Quando houve o golpe militar de 1º de abril de 1964, os movimentos sociais no Brasil e na América Latina estavam apenas ganhando o perfil e a importância do que acabará sendo sua definição sociológica e política. A conceituação de movimento social agrupava movimentos e formas de comportamento coletivo. Ainda não se vislumbrava neles uma dimensão política.
Até então, entre nós, as ciências sociais estavam voltadas para o estudo do que o historiador inglês Eric Hobsbawm definira como movimentos sociais pré-políticos. Como a revolta de Canudos e a do Contestado, temas desafiadores do ponto de vista científico. O próprio cangaço era considerado banditismo social e, portanto, movimento. Continham demandas sociais implícitas que não se enquadravam no que as ciências sociais definiam como política.
Na América Latina convulsionada, sobretudo nos anos 1960-1980, pelos golpes de Estado e pelas ditaduras militares, os canais de expressão propriamente política fechados, abriu-se espontaneamente o caminho alternativo dos movimentos sociais para manifestar necessidades e reivindicações do que também se começava a chamar de excluídos e marginalizados. Não só emergiam demandas sociais mais diversificadas do que as definidas como políticas. Surgiam, também, novos sujeitos de reivindicações sociais, nova consciência social, diversificada e, em consequência, de crítica do politicamente restritivo e, entre os intelectuais, do social e politicamente concebido.
Vivia-se os primeiros momentos do interesse de setores militares pela chamada abertura política, “lenta, gradual e segura”. O general Golbery do Couto e Silva, intelectual e ideólogo da ditadura, preocupava-se com o desvio da política para o âmbito religioso, especialmente o da Igreja Católica. A abertura era necessária para devolver a política ao “seu leito natural”.
Na Igreja Católica, o Concílio Vaticano II, aberto em 1962 pelo Papa João XXIII, promoveu a atualização da Igreja, com desdobramentos significativos na América Latina.
No protestantismo, seu órgão máximo, o Conselho Mundial de Igrejas, em Genebra, também passava por sua atualização e influenciará decisivamente as guerras pelo fim do sistema colonial na África.

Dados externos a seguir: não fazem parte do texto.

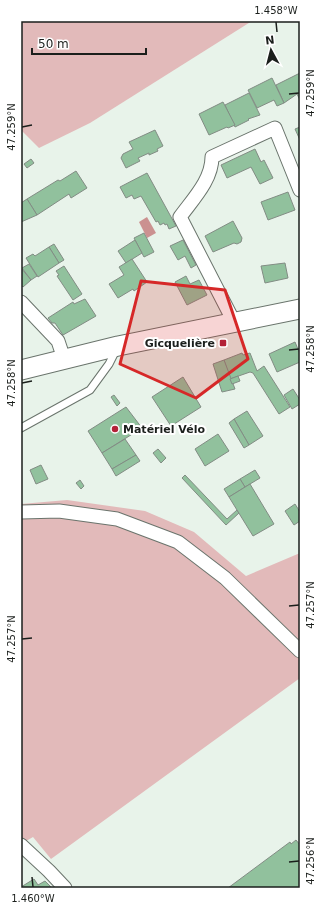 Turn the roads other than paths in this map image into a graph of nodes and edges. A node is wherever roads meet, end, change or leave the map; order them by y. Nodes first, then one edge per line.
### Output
1 (300, 190) edge
2 (21, 302) edge
3 (300, 309) edge
4 (234, 322) junction
5 (118, 346) junction
6 (64, 359) junction
7 (21, 370) edge
8 (21, 428) edge
9 (21, 512) edge
10 (300, 652) edge
11 (24, 852) edge
12 (65, 888) edge

1 - 4 street
2 - 6 street
3 - 4 street
4 - 5 street
5 - 6 street
5 - 8 lane
6 - 7 street
9 - 10 street
11 - 12 street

Aqui, em meados dos anos 1970, surgiram as pastorais sociais – a Operária, a Indígena e a da Terra. Elas serão decisivas na origem de movimentos sociais que mudarão os protagonistas das lutas sociais. O movimento operário, especialmente no ABC, mudará complemente as reivindicações dos trabalhadores, abrirá o caminho para o nascimento do PT e redefinirá a liderança operária, libertando-a do peleguismo.
Os trabalhadores rurais, sob situação mais opressiva do que outras categorias sociais, já haviam tido seu sindicato no governo Goulart. Mas foi na nova realidade das lutas por alternativas de expressão na ditadura que surgiu a Pastoral da Terra, em cujo bojo nasceu o MST – Movimento dos Trabalhadores Rurais sem Terra (1984). Apesar da ditadura ter feito a mudança constitucional que tornou viável a reforma agrária e criado as leis e as instituições para viabilizá-la, a reforma foi encaminhada num ritmo aquém do necessário. A prática da ocupação de terras começou em Goiás, com os boias-frias ocupando, nas fases de desemprego, as faixas de servidão das rodovias, entre a cerca das propriedades e o leito da estrada, para cultivar o seu próprio arroz, que era o mesmo cultivado do lado de dentro da cerca.

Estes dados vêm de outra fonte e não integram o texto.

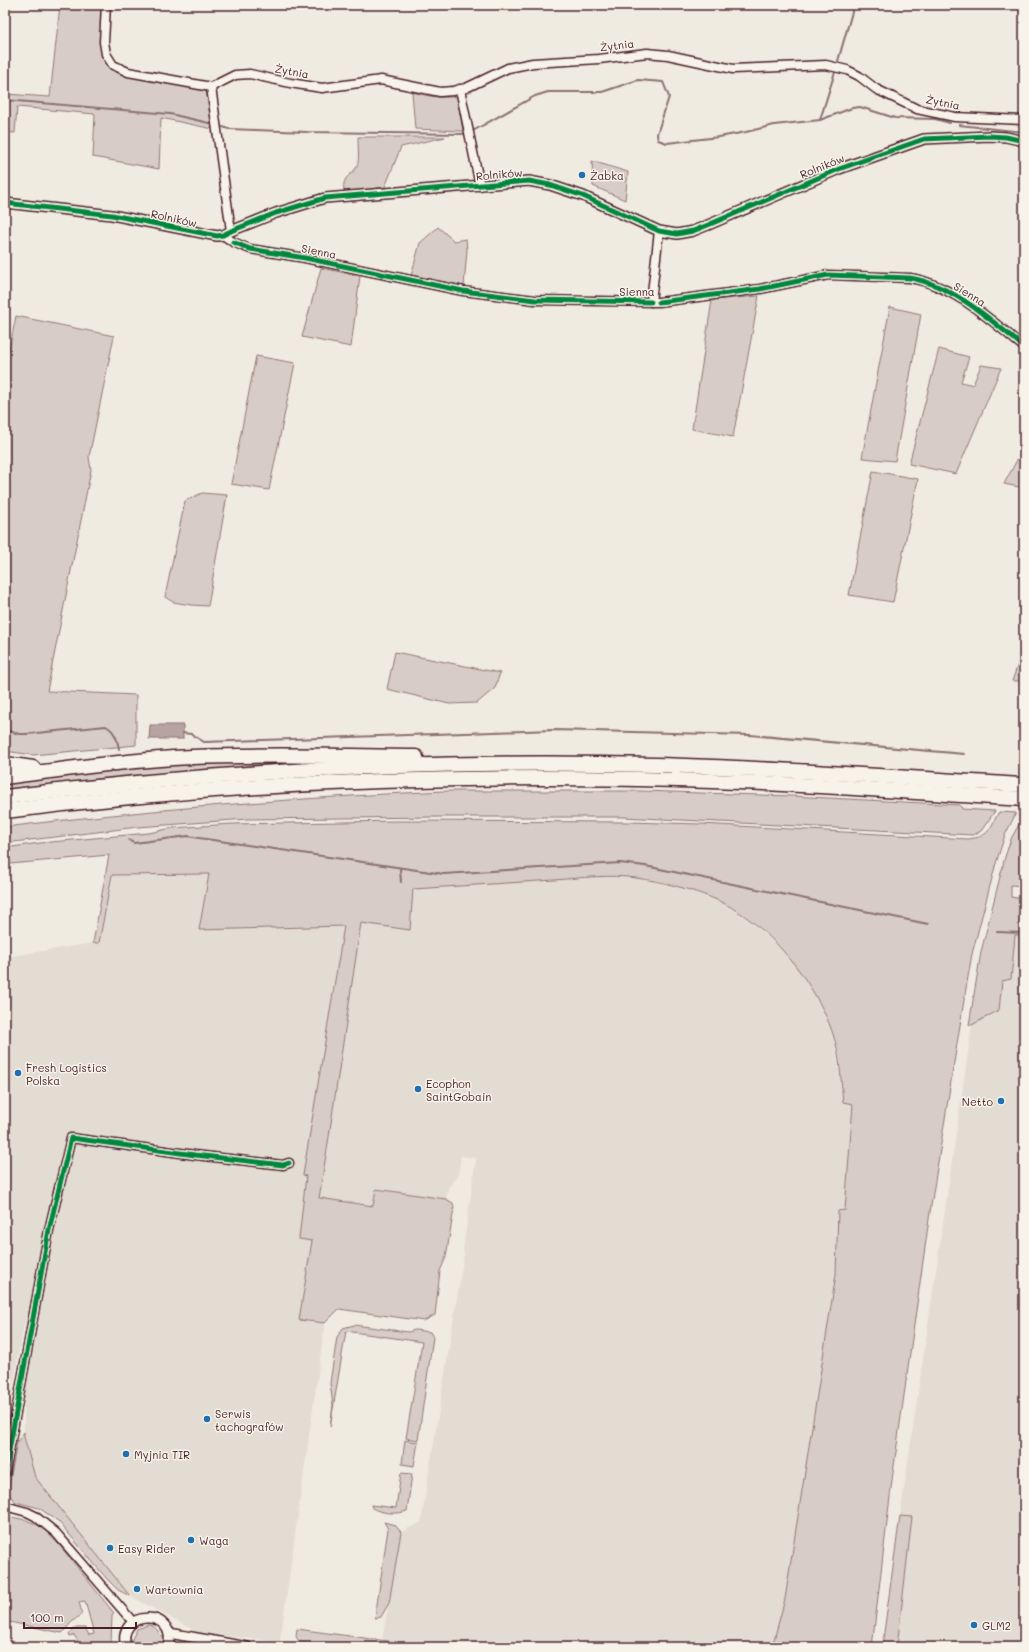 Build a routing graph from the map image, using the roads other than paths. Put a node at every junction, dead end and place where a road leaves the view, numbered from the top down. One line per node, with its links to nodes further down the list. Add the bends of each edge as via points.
1 (106, 5): 2 (street, via 104,42 106,54 113,65 128,72)
2 (211, 87): 3 (street, Żytnia, via 235,75 250,74 322,88 381,80 440,92); 9 (street)
3 (460, 89): 4 (street, Żytnia, via 508,68 533,63 647,53 733,69 826,64 847,70 876,89 917,109 955,117); 6 (street)
4 (1024, 120)
5 (1024, 141): 8 (street, Rolników, via 989,136 924,139 839,169 693,231 677,234)
6 (480, 186): 8 (street, Rolników, via 534,181 583,196); 9 (street, Rolników, via 325,198 276,213)
7 (5, 203): 9 (street, Rolników, via 112,215 210,236)
8 (660, 231): 10 (street)
9 (227, 233): 10 (street, Sienna, via 233,242 250,249 463,291 535,300)
10 (655, 302): 11 (street, Sienna, via 760,289 828,275 910,278 922,280 979,310)
11 (1024, 347)
12 (5, 764): 14 (highway)
13 (480, 764): 14 (highway, via 431,757 240,756 156,760); 16 (highway, via 739,768); 17 (highway, via 222,776)
14 (55, 771): 15 (highway)
15 (5, 777)
16 (1024, 785)
17 (5, 797)
18 (1024, 799): 19 (highway, via 712,781 465,778 234,789 41,807)
19 (5, 813)
20 (289, 1163): 21 (street, via 283,1165 194,1155 71,1138 48,1230)
21 (5, 1473)
22 (5, 1506): 23 (street, via 35,1516 56,1533)
23 (133, 1622): 24 (street, via 146,1617 154,1618 165,1626); 25 (street, via 125,1634)
24 (169, 1633): 26 (street); 27 (street)
25 (126, 1647)
26 (168, 1647)
27 (248, 1647)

A prática do MST é basicamente a de ocupar terras que se enquadram nas previsões de desapropriação do Estatuto da Terra e nas leis para cumprir a função social definida na Constituição. O MST não invade terra, ocupa. As ocupações são precedidas por investigações sobre a situação irregular da propriedade, como nos casos de grilagem, de terras possuídas sem legitimidade. Há alguns anos, uma investigação oficial do governo brasileiro comprovou que proprietários de mais de 20 milhões de hectares de terra não podiam comprovar a legitimidade de seus títulos.
Os movimentos indígenas também surgiram como movimentos ativos, não mais como lutas reativas contra a violência do homem branco. Foram decisivas as assembleias de chefes indígenas induzidas pela Pastoral Indígena, mas também por entidades de etnólogos formados pela USP e por outras universidades.
Portanto, os movimentos sociais deixaram de ser indefinidos e ocasionais para ser movimentos orientados por um projeto pluralista e democrático de nação. Nos últimos anos, as populações indígenas tornaram-se figuras da política, das letras e da transformação social. É sociologicamente estranho, pois, o declínio dos movimentos sociais e o desinteresse das universidades por eles.